Friday, February 12, 2010

Cultured Vegetables


These are my cultured vegetables.
I weighed out my vegetables in pounds and then convert it to grams.
This is the equation to figure the salt...
grams x .025= grams of salt
If you live in a hot climate or it is summer you may want to increase the multiply by .03

The wooden tub is a taru from Japan, it is made from very fine grain, old growth cedar. 
New they are 800.00 because of the lack of old growth cedar.
They impart a nice cedar flavor.
You don't have to have one to make cultured vegetables.
Before I had my taru I made them in gallon glass jar.

This time I made 9 lbs of cultured vegetables.  
I always use a  nappa or green cabbage.
I also like to use a diakon radish.  
This time I didn't have any radish so I used a large 4 lb. white beet.  
I also put carrots, green onions and garlic in it.
The longer it ages the more sour it gets.
I put some plastic between the lid in order to keep the acid of the vegetable from corroding the lid.

Cultured foods have probiotics in them that keep your intestinal flora active.

Tuesday, February 2, 2010

Stone Soup

Stone Soup is about a three poor soldiers that were coming through a village.  The village got word and started hiding all the food...knowing that the soldiers would steal it.  These soldiers were more cunning than that.  They told a story about a stone that aided in making the most tasty soup.
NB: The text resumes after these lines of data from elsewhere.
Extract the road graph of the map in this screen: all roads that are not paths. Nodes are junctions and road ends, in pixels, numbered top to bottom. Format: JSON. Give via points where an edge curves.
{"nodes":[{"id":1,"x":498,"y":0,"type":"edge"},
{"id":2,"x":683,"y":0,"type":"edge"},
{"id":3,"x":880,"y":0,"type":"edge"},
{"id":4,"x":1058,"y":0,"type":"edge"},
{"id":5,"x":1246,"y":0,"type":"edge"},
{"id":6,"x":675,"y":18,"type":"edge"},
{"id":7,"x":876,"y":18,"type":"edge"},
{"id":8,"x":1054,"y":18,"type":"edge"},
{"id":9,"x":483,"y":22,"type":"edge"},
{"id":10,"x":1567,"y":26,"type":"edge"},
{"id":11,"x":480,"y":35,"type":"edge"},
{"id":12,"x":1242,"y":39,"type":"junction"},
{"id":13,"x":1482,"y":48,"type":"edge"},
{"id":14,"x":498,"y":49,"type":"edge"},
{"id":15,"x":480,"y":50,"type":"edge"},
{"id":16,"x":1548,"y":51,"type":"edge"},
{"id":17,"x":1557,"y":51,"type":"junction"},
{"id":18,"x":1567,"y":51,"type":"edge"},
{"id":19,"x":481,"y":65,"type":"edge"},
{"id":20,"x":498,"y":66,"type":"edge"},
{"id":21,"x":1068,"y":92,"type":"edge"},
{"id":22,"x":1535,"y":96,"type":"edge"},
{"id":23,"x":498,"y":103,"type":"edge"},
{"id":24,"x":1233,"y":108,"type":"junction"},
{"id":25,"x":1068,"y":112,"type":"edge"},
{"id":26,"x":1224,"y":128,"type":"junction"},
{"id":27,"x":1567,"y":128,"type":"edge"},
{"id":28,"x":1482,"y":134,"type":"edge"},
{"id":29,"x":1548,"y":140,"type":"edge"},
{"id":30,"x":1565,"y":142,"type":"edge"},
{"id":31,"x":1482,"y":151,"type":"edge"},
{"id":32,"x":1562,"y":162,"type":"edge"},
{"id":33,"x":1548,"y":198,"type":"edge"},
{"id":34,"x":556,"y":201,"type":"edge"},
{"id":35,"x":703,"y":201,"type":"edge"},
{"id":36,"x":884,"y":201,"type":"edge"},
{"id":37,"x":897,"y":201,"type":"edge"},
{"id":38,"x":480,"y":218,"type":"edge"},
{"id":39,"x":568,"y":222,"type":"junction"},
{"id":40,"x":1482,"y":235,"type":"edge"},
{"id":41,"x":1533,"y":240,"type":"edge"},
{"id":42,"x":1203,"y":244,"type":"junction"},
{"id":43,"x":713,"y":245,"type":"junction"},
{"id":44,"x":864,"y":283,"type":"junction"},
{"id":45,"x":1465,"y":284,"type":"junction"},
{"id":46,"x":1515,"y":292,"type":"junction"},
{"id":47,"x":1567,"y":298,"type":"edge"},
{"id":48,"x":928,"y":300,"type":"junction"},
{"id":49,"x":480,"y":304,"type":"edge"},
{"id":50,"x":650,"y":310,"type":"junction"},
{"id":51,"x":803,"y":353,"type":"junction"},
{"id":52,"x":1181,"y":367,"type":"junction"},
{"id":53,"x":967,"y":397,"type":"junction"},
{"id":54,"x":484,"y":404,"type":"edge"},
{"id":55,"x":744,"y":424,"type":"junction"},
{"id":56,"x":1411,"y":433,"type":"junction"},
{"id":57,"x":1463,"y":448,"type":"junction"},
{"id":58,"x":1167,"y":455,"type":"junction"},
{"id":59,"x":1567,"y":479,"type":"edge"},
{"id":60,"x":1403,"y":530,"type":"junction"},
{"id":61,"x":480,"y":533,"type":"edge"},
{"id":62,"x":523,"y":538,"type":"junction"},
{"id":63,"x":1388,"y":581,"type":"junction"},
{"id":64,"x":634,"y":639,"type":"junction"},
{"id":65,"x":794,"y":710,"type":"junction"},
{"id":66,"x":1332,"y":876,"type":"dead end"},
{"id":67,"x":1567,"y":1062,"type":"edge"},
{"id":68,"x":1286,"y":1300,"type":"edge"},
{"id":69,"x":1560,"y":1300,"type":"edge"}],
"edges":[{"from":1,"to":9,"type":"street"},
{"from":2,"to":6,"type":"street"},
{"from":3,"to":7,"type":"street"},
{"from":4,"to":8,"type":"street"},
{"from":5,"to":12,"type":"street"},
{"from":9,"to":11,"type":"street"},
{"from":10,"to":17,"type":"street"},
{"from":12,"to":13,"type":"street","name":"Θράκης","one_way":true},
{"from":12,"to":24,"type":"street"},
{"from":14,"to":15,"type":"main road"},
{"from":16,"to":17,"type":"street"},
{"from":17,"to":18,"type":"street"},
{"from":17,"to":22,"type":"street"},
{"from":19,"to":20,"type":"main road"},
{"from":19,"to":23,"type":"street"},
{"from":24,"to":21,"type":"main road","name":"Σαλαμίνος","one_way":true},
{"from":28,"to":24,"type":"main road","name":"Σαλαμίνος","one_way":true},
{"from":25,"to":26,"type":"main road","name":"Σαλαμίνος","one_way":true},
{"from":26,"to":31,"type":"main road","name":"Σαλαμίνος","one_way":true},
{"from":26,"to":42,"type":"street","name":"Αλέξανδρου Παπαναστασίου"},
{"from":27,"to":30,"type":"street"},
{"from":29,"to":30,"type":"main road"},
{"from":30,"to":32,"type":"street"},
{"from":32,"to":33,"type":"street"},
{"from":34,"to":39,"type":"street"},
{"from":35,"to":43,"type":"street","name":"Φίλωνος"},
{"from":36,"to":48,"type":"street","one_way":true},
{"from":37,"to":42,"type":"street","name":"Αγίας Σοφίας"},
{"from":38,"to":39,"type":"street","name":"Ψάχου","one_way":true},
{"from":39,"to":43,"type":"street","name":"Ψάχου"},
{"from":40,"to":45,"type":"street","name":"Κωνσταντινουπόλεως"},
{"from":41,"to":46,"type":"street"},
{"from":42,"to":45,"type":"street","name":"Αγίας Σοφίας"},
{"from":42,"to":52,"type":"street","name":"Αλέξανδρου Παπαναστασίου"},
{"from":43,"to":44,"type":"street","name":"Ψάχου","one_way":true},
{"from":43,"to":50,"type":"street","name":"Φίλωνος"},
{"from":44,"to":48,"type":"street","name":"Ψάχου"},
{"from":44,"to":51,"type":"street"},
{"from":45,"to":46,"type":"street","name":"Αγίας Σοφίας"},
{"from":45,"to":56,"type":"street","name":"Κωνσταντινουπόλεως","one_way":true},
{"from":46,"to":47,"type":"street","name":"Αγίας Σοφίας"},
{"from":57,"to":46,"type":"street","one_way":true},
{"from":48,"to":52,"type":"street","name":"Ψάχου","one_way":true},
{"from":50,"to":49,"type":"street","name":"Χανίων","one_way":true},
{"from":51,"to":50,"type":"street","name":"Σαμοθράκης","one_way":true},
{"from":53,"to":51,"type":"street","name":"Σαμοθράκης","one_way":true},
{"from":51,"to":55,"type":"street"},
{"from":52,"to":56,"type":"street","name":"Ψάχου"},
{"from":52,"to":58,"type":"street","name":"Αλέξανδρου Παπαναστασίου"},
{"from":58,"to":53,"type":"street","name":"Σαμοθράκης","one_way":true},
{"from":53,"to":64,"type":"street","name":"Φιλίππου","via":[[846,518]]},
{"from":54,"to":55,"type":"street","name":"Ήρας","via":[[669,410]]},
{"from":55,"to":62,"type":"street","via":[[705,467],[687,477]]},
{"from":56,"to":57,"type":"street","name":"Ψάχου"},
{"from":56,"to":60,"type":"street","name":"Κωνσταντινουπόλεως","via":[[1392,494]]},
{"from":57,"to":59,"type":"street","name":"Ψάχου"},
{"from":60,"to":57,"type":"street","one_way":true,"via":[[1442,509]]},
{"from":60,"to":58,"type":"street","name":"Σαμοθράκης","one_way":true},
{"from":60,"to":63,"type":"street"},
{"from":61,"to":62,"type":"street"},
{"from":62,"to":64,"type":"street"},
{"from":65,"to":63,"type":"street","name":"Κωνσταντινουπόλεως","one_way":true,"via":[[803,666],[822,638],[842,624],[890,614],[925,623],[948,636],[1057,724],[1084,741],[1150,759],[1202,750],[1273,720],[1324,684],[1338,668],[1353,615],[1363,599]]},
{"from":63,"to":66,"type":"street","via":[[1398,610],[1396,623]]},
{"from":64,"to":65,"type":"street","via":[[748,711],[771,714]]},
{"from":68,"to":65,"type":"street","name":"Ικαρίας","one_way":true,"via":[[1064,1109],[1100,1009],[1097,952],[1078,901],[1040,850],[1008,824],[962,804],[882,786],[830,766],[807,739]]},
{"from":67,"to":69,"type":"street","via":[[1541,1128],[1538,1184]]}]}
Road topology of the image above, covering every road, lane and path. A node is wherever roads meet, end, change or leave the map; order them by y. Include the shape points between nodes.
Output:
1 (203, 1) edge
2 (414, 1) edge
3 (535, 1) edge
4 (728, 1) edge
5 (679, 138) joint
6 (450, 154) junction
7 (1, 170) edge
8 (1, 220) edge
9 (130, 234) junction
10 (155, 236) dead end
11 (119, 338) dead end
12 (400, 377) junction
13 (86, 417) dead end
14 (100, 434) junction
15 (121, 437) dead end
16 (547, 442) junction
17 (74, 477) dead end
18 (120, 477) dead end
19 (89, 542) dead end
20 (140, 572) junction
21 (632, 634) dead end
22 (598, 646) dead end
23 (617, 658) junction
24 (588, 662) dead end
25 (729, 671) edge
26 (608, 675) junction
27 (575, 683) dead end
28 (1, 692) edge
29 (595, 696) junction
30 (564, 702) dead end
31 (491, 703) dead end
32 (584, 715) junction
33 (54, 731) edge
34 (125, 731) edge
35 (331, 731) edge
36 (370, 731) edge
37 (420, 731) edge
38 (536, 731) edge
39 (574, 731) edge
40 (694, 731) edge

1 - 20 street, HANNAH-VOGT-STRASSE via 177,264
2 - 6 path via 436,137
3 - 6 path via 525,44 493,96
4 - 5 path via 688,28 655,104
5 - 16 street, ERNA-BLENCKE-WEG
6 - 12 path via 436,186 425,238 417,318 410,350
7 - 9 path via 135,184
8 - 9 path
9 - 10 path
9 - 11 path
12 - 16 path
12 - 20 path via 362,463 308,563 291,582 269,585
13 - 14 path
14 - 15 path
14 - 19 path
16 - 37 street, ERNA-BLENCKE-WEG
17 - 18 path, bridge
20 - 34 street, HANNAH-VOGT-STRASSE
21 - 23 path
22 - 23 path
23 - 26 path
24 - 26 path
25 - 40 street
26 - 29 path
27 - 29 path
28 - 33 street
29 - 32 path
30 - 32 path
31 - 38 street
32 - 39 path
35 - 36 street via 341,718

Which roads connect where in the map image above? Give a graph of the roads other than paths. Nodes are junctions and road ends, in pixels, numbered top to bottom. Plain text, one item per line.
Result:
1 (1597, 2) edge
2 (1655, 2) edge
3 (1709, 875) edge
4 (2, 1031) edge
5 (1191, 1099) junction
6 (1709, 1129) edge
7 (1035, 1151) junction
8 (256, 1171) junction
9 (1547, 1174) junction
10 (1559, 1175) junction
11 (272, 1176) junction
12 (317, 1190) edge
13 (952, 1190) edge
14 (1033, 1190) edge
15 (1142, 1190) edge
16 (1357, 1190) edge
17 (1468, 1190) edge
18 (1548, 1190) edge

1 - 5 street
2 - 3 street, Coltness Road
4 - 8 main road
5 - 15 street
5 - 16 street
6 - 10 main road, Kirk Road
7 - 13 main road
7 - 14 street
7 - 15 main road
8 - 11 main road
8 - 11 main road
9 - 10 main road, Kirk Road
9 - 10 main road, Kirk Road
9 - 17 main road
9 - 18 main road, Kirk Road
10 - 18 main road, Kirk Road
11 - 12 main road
If only they had a pot.

Someone gets a pot, then the villagers bring wood and build a fire.  The soldiers fill the pot up with water and drop the stone into the pot.  If only the soliders had some golden carrots to add to this rich broth.  One of the villagers remembers he has some and adds it.

Soon everyone has contributed to the soup and there is enough soup to feed the whole town and the soldiers.

This is my version of Stone Soup.
It started as lentil soup.  Soup can easily be made with 7 ingredients and water or broth.  I made my lentil soup with
  • 2 cups of dried lentils soaked
  •  4 cups of water or enough to cover it.
  • salt
  • a pinch of savory
  • saute 2 onions
  • add 2 grated zuchini
  • and 2 grated carrots
                I cooked my lentil soup in a thermos pot...but I will do a post about that later.  I brought it up to a boil and left it in the thermos for 4 hours till I was ready to cook dinner.  Then while I cooked dinner I just went ahead and sauted the onion - carrots and added them to the pot and simmered them

Now I did this a couple weeks ago.  I have since been heating this soup up once a day and adding more things to my soup as the soup would get eaten down.  Today I am adding some stir fry vegetables from yesterday and some frozen okra.

You can tell from this picture that it doesn't look a whole lot like it's original, lentil soup.
This is a great way to keep leftovers from building up in your refrigerator.  It is fun to see how long you can keep it going.  Sometimes it is hard because as it gets more and more complex the flavors get better and soon you might just have a half a cup of soup left.  Like I did recently.  I just started cooking my lentil soup over again and added the half a cup of soup to it.

Great to have with corn bread, over rice, on a bake potato, or just when you don't have time to cook but need something that will stick to your ribs.


I have heard that in the old days a cook would have such a pot on the back of her wood cook stove that would always be warm and that she would continually replenish.

Wednesday, January 27, 2010

It takes three days.

When I was reading The Jungle by Upton Sinclair I realized that it took a man three days to go from a shaven and shorn man looking for a job, to a unshaven and unkept man looking for work.  Women didn't have it as bad.

So this post is about buying razor blades.

Four years ago my husband bought100 razor blades off of ebay.  They were the kind that you put in an old fashion razor(this is just and example I am not endorsing a product).    The ones he bought came from Israel and were sold a 100 to a box.  He is down to the last few and we will be buying another 100.  I would say that was a great value for Hard Times.

(It is not that I am having a Hard Time. This is just a way of living and thinking in Hard Times.)

Tuesday, January 26, 2010

Be Thankful

Practicing Gratitude can be one of the best ways to face Hard Times.  It is not an easy thing to do.  It will require an effort on your part especially if you have been hit with some kind of loss.  One of the ways that I cultivated being Grateful was when cleaning the house I would say, "thank you for this cup that my son used.  Thank you for my son and the joy that he brings me.  Thank you for his health and that he can walk and talk."  I could go on like that till I couldn't think of anything more. It became kind of a game, being thankful and cleaning the house, which was not really something I enjoyed doing, but by being thankful while doing it the housework became a joy because I had created a "practice of gratitude" out of it.